A constituição de um país é o conjunto de normas e princípios codificados em um texto formal, que organizam e regulamentam a estrutura jurídica, político e administrativa de um Estado, preservando sua soberania e conseqüente autonomia aos direitos e garantias do seu povo. É a sua lei máxima.
Percebe-se pela leitura preliminar do presente texto a importância do conhecimento e respeito de um país ao seu Código Supremo.
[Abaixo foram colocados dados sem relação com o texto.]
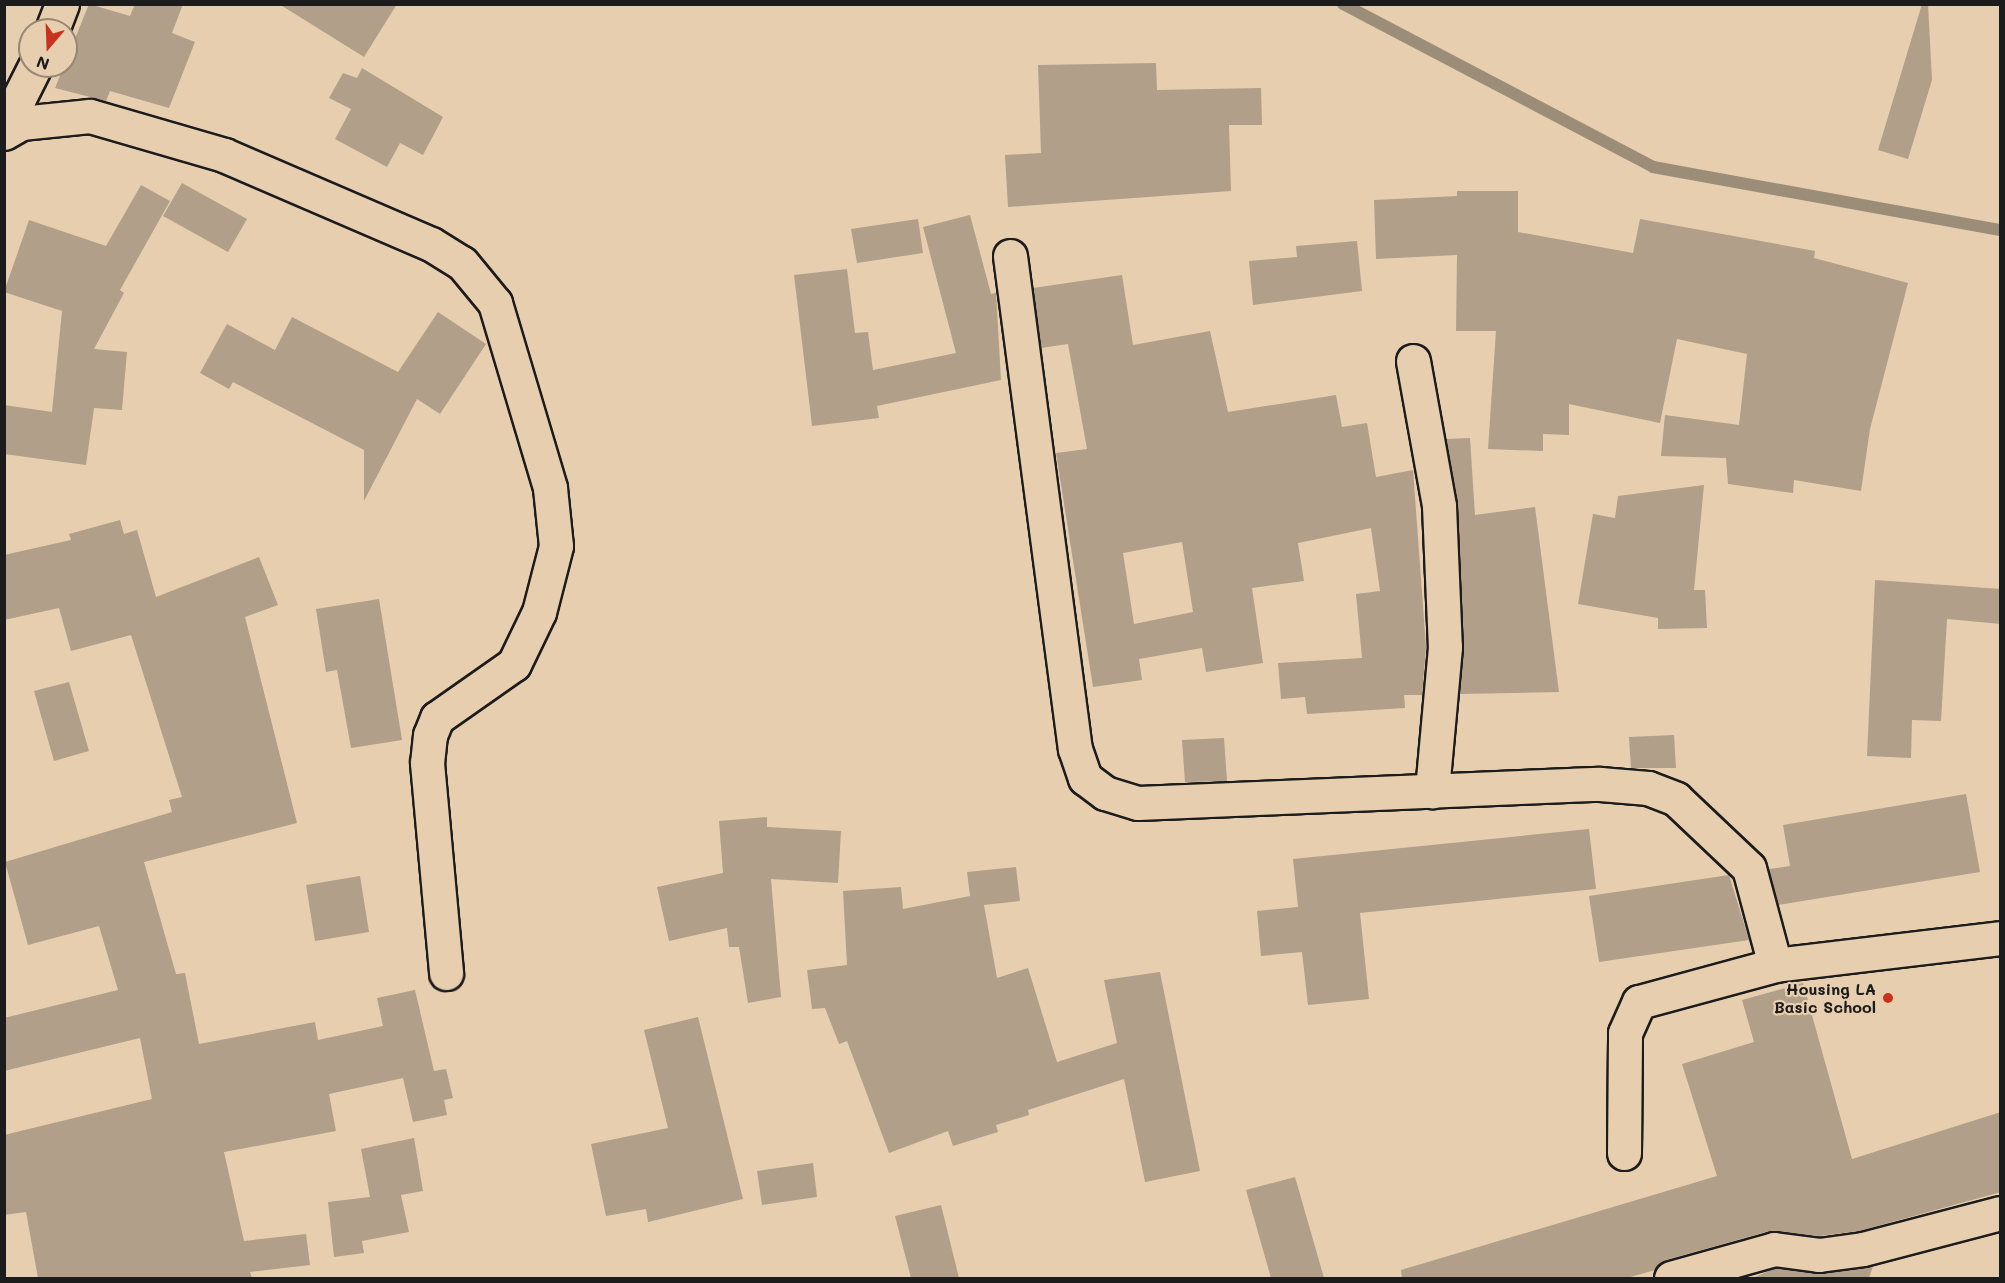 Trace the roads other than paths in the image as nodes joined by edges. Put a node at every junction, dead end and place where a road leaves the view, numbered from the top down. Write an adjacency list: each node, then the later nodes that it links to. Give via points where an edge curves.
1 (29, 78): 2 (street)
2 (4, 128)
3 (4, 133): 9 (street, via 21,123 90,116 224,155 431,244 462,263 495,303 550,488 555,546 538,612 514,664 437,718 430,735 427,763)
4 (1010, 256): 6 (street, via 1076,749 1085,778 1105,793 1138,803)
5 (1413, 361): 6 (street, via 1440,518 1445,646)
6 (1432, 791): 8 (street, via 1600,784 1648,788 1676,799 1749,868)
7 (2001, 938): 8 (street)
8 (1774, 965): 10 (street, via 1639,1002 1625,1033)
9 (446, 973)
10 (1624, 1153)
11 (2001, 1213): 12 (street, via 1863,1249 1820,1255 1774,1250)
12 (1671, 1278) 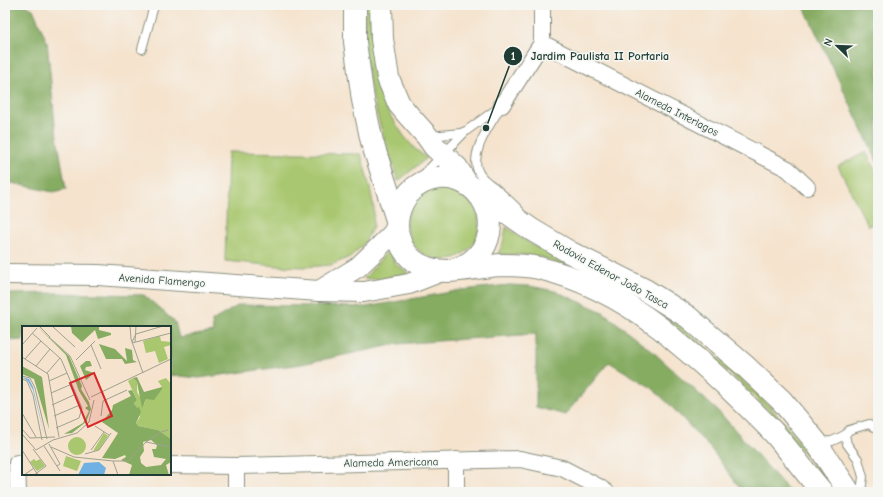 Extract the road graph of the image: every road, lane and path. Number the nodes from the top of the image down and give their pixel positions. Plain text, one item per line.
1 (156, 5) edge
2 (354, 5) edge
3 (381, 5) edge
4 (542, 5) edge
5 (542, 44) junction
6 (142, 50) dead end
7 (502, 105) junction
8 (466, 131) junction
9 (427, 136) junction
10 (443, 155) junction
11 (807, 187) dead end
12 (472, 188) junction
13 (412, 189) junction
14 (397, 223) junction
15 (532, 230) junction
16 (448, 271) junction
17 (5, 274) edge
18 (319, 291) junction
19 (874, 427) dead end
20 (845, 434) junction
21 (816, 442) junction
22 (456, 460) junction
23 (15, 463) edge
24 (171, 465) edge
25 (236, 466) junction
26 (18, 492) edge
27 (236, 492) edge
28 (456, 492) edge
29 (606, 492) edge
30 (822, 492) edge
31 (849, 492) edge
32 (861, 492) edge

1 - 6 lane
2 - 14 main road
3 - 9 main road, Rodovia Edenor João Tasca
4 - 5 street
5 - 7 street
5 - 11 street, Alameda Interlagos
7 - 8 lane
7 - 15 lane
8 - 9 lane
8 - 10 lane
9 - 10 main road, Rodovia Edenor João Tasca
10 - 12 main road, Rodovia Edenor João Tasca
10 - 13 lane
12 - 13 main road
12 - 15 main road, Rodovia Edenor João Tasca
12 - 16 main road
13 - 14 main road
14 - 16 main road
14 - 18 street
15 - 21 main road, Rodovia Edenor João Tasca
16 - 18 street, Avenida Flamengo
16 - 30 main road, Rodovia Edenor João Tasca
17 - 18 street, Avenida Flamengo
19 - 20 lane
20 - 21 lane
20 - 32 lane
21 - 31 main road, Rodovia Edenor João Tasca
22 - 25 street, Alameda Americana
22 - 28 street
22 - 29 street, Alameda Americana
23 - 26 street
24 - 25 street, Alameda Americana
25 - 27 street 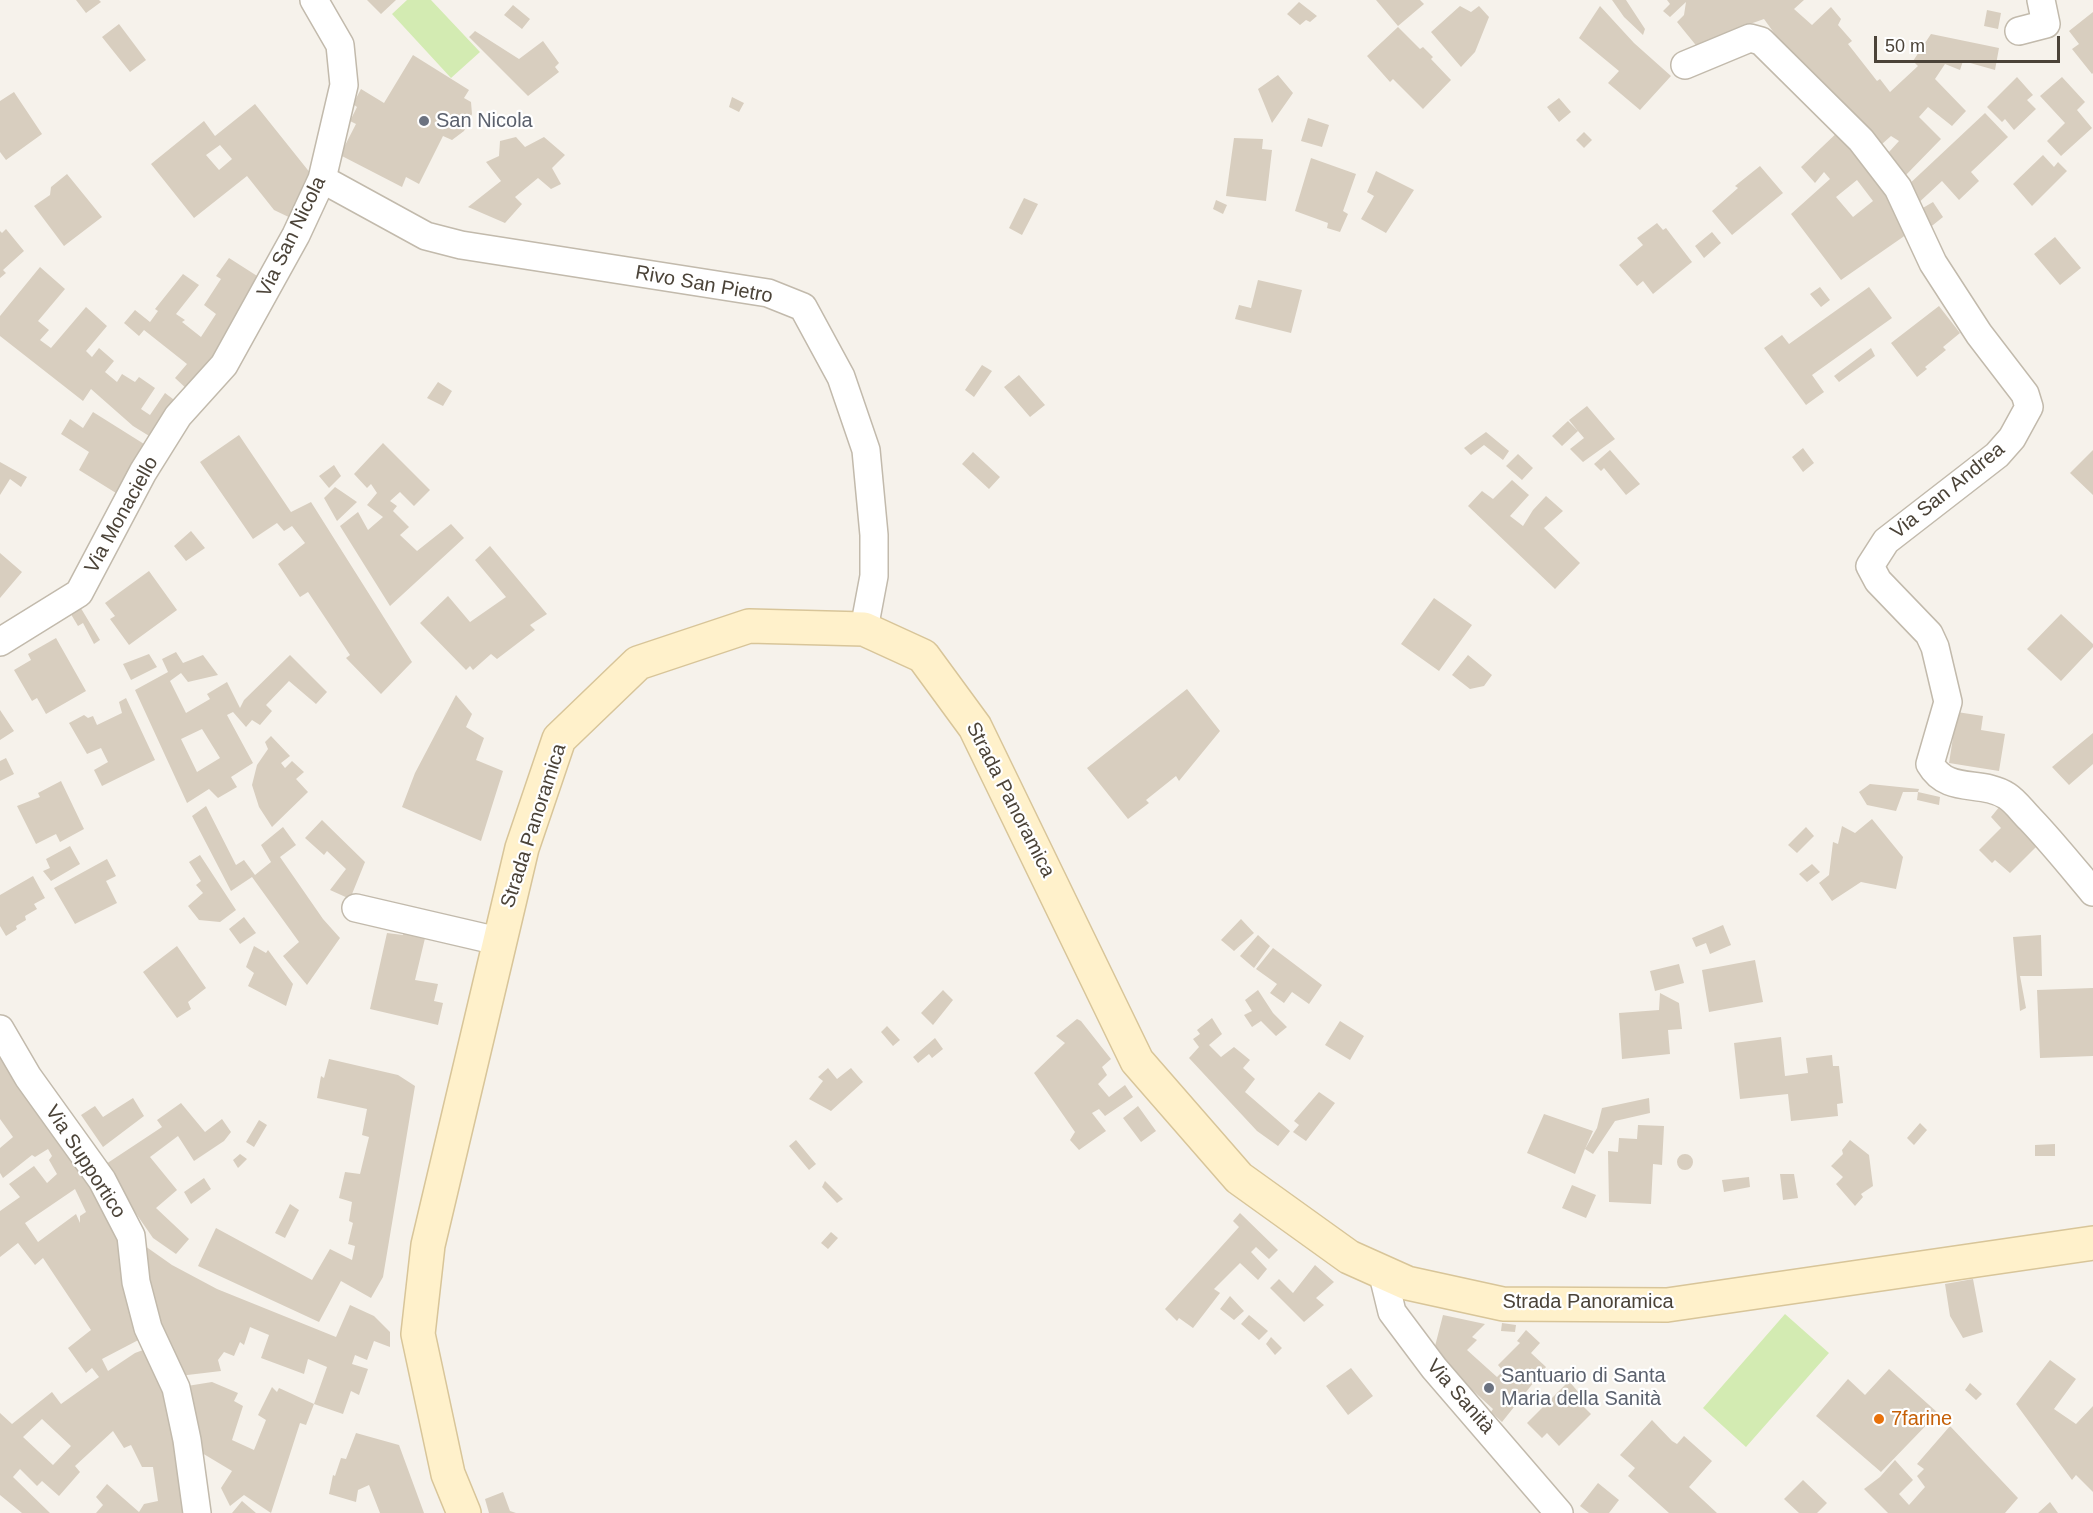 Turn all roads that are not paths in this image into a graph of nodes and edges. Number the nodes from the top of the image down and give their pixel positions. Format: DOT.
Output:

Expressão máxima do direito positivo, a constituição representa, além das vitórias seculares de batalhas, muitas vezes sangrentas, das várias gerações de direitos sobre o absolutismo, verdadeiros registros oficiais codificados dos anseios, direitos e deveres do povo de cada país impressos em documentos próprios.
A divisão clássica dos poderes, proposta por Montesquieu é parte integrante das constituições modernas de países soberanos e liberais. A eventual desobediência às normas e princípios constitucionais representa, entre outros riscos, a negação de todas as seculares conquistas, previamente abordadas, permitindo a regressão a tormentosas e intempestivas dúvidas sobre os direitos e garantias do povo e das instituições democráticas de determinado país.
O problema se agrava, na medida em que, for praticado por representantes de um dos três Poderes. A redação do caput do artigo 37 da Constituição Federal de 1988 é de clareza hialina quando determina expressamente que: a administração pública direta e indireta, de qualquer dos Poderes da União, dos Estados, do Distrito Federal e dos Municípios obedeça aos princípios da legalidade, impessoalidade, moralidade, publicidade e eficiência.
O Princípio da Legalidade consagrado no início da redação do caput do dispositivo constitucional é norma cogente para a administração pública, vale dizer, todos os atos praticados por qualquer representante de um dos Poderes, seja em que esfera for, deverá, inexoravelmente, estar previsto nos restritos limites da lei.
Algumas indagações de ordem prática emergem, naturalmente, do ventre do debate de tão polêmico e imprevisível tema, como por exemplo: quais são as infrações mais freqüentes à Lei das Leis e as correspondentes conseqüências decorrentes de seus efetivos cometimentos? quais as razões que induzem as autoridades a atentarem de forma irresponsável e recorrente contra as espécies normativas constitucionais, dando a impressão de governarem em causa própria? será o exercício do recurso ao Poder Judiciário uma eventual solução para minimizar reiterados equívocos contra a viga mestre do ordenamento jurídico pátrio?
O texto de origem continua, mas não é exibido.